> [Assigned task]: Report every line below that has the string "lane" in it.

#####

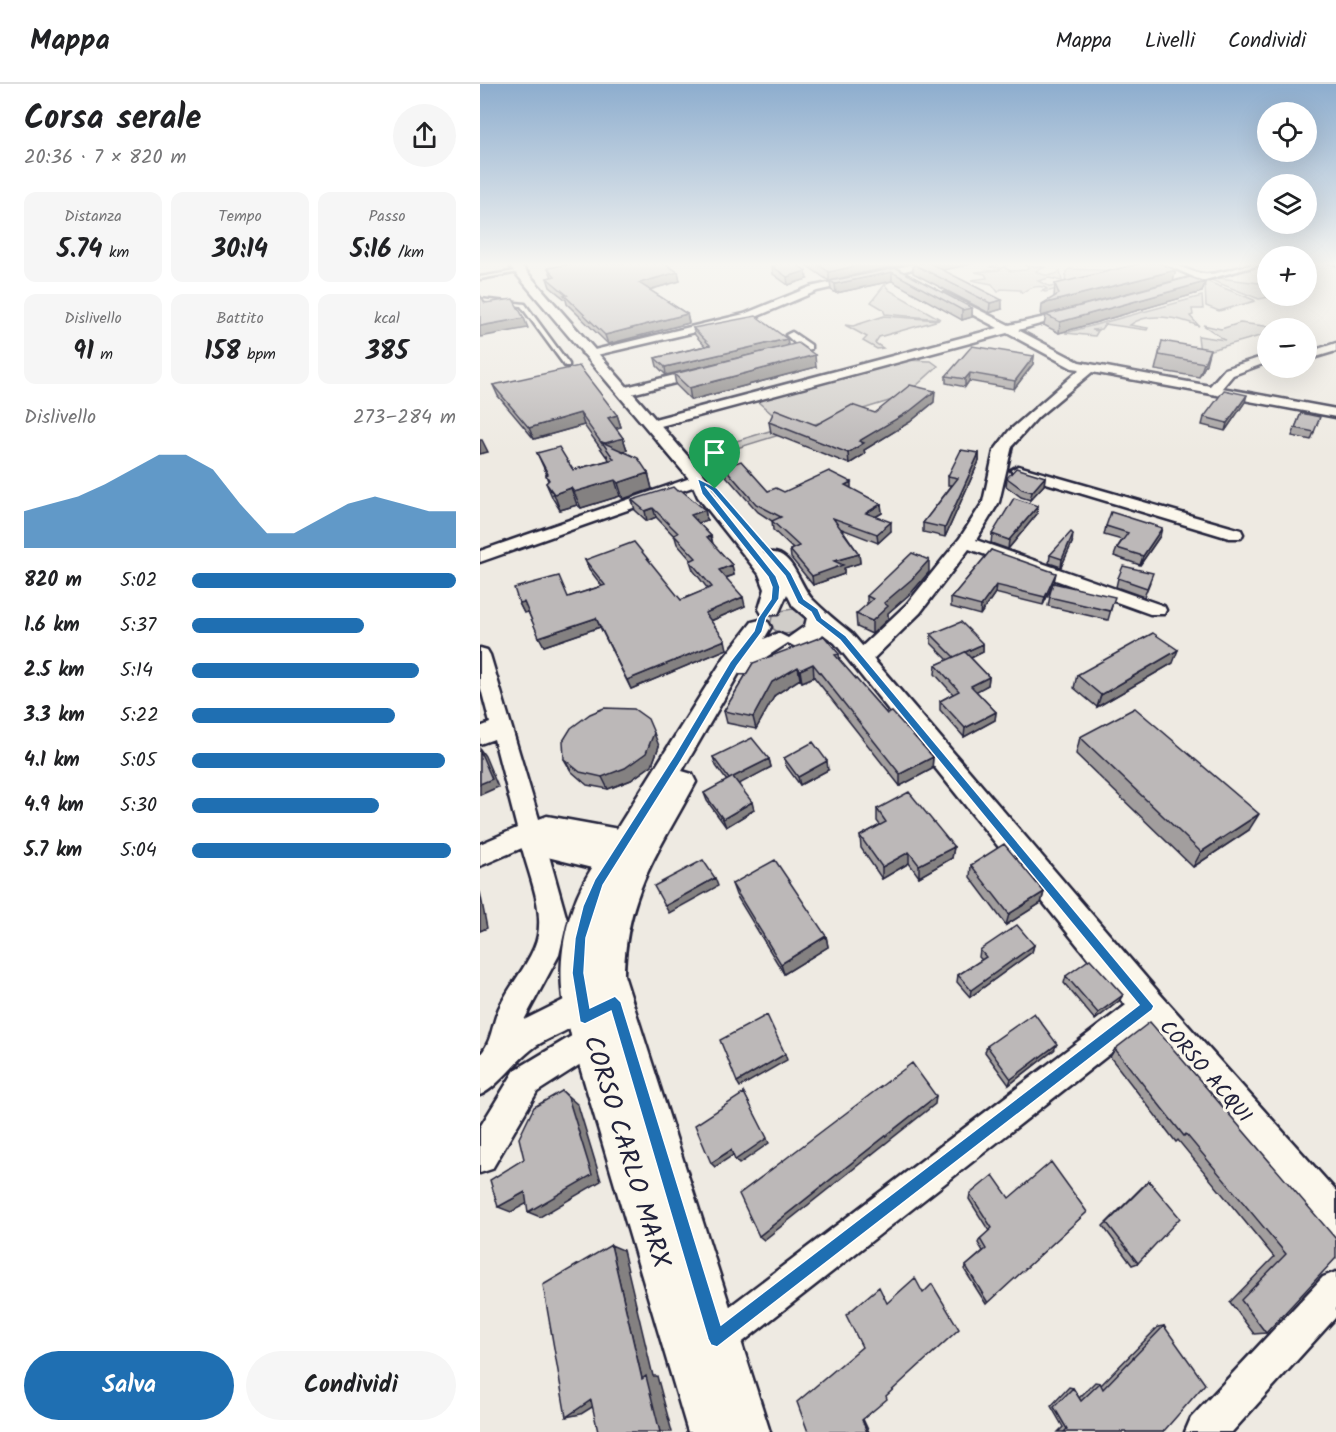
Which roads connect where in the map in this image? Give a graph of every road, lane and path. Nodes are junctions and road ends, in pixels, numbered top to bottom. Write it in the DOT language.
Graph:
graph roads {
  1 [pos="538,326"];
  2 [pos="565,326"];
  3 [pos="708,326"];
  4 [pos="1001,326"];
  5 [pos="792,335"];
  6 [pos="1336,336"];
  7 [pos="1317,342"];
  8 [pos="1336,347"];
  9 [pos="588,353"];
  10 [pos="1317,353"];
  11 [pos="761,358"];
  12 [pos="1257,362"];
  13 [pos="567,365"];
  14 [pos="1089,368"];
  15 [pos="714,370"];
  16 [pos="1257,374"];
  17 [pos="623,392"];
  18 [pos="1211,392"];
  19 [pos="1232,395"];
  20 [pos="1336,413"];
  21 [pos="648,420"];
  22 [pos="999,464"];
  23 [pos="699,480"];
  24 [pos="1235,534"];
  25 [pos="965,542"];
  26 [pos="480,557"];
  27 [pos="1157,610"];
  28 [pos="814,613"];
  29 [pos="777,629"];
  30 [pos="480,655"];
  31 [pos="861,659"];
  32 [pos="486,690"];
  33 [pos="502,727"];
  34 [pos="480,736"];
  35 [pos="531,837"];
  36 [pos="480,855"];
  37 [pos="623,855"];
  38 [pos="1148,1006"];
  39 [pos="593,1016"];
  40 [pos="503,1052"];
  41 [pos="480,1080"];
  42 [pos="480,1157"];
  43 [pos="1336,1222"];
  44 [pos="1336,1290"];
  45 [pos="717,1339"];
  46 [pos="712,1432"];
  47 [pos="746,1432"];
  48 [pos="1205,1432"];
  1 -- 13 [label="lane"];
  2 -- 9 [label="street"];
  3 -- 9 [label="street"];
  4 -- 14 [label="street"];
  4 -- 21 [label="street"];
  5 -- 11 [label="street"];
  6 -- 7 [label="street"];
  8 -- 10 [label="street"];
  9 -- 17 [label="street"];
  12 -- 18 [label="street"];
  14 -- 18 [label="street"];
  14 -- 22 [label="street"];
  15 -- 17 [label="street"];
  16 -- 19 [label="street"];
  17 -- 21 [label="street"];
  18 -- 19 [label="street"];
  19 -- 20 [label="street"];
  21 -- 23 [label="street"];
  22 -- 24 [label="street"];
  22 -- 25 [label="street"];
  23 -- 26 [label="street"];
  23 -- 28 [label="street, CORSO ACQUI"];
  23 -- 29 [label="street"];
  25 -- 27 [label="street"];
  25 -- 31 [label="street"];
  28 -- 29 [label="street, CORSO CARLO MARX"];
  28 -- 29 [label="street"];
  28 -- 31 [label="street, CORSO ACQUI"];
  29 -- 31 [label="street"];
  29 -- 37 [label="street, CORSO CARLO MARX"];
  30 -- 32 [label="street"];
  31 -- 38 [label="street, CORSO ACQUI"];
  32 -- 33 [label="street"];
  33 -- 34 [label="street"];
  33 -- 35 [label="street"];
  35 -- 36 [label="street"];
  35 -- 37 [label="street"];
  35 -- 40 [label="street"];
  37 -- 39 [label="street, CORSO CARLO MARX"];
  38 -- 43 [label="street, CORSO ACQUI"];
  38 -- 45 [label="street"];
  39 -- 40 [label="street"];
  39 -- 42 [label="street"];
  39 -- 45 [label="street, CORSO CARLO MARX"];
  39 -- 46 [label="street, CORSO CARLO MARX"];
  40 -- 41 [label="street"];
  44 -- 48 [label="street"];
  45 -- 47 [label="street, CORSO CARLO MARX"];
}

#####

> [Output for this task]:
Which roads connect where in the map in this image? Give a graph of every road, lane and path. Nodes are junctions and road ends, in pixels, numbered top to bottom. Write it in the DOT language.
  1 -- 13 [label="lane"];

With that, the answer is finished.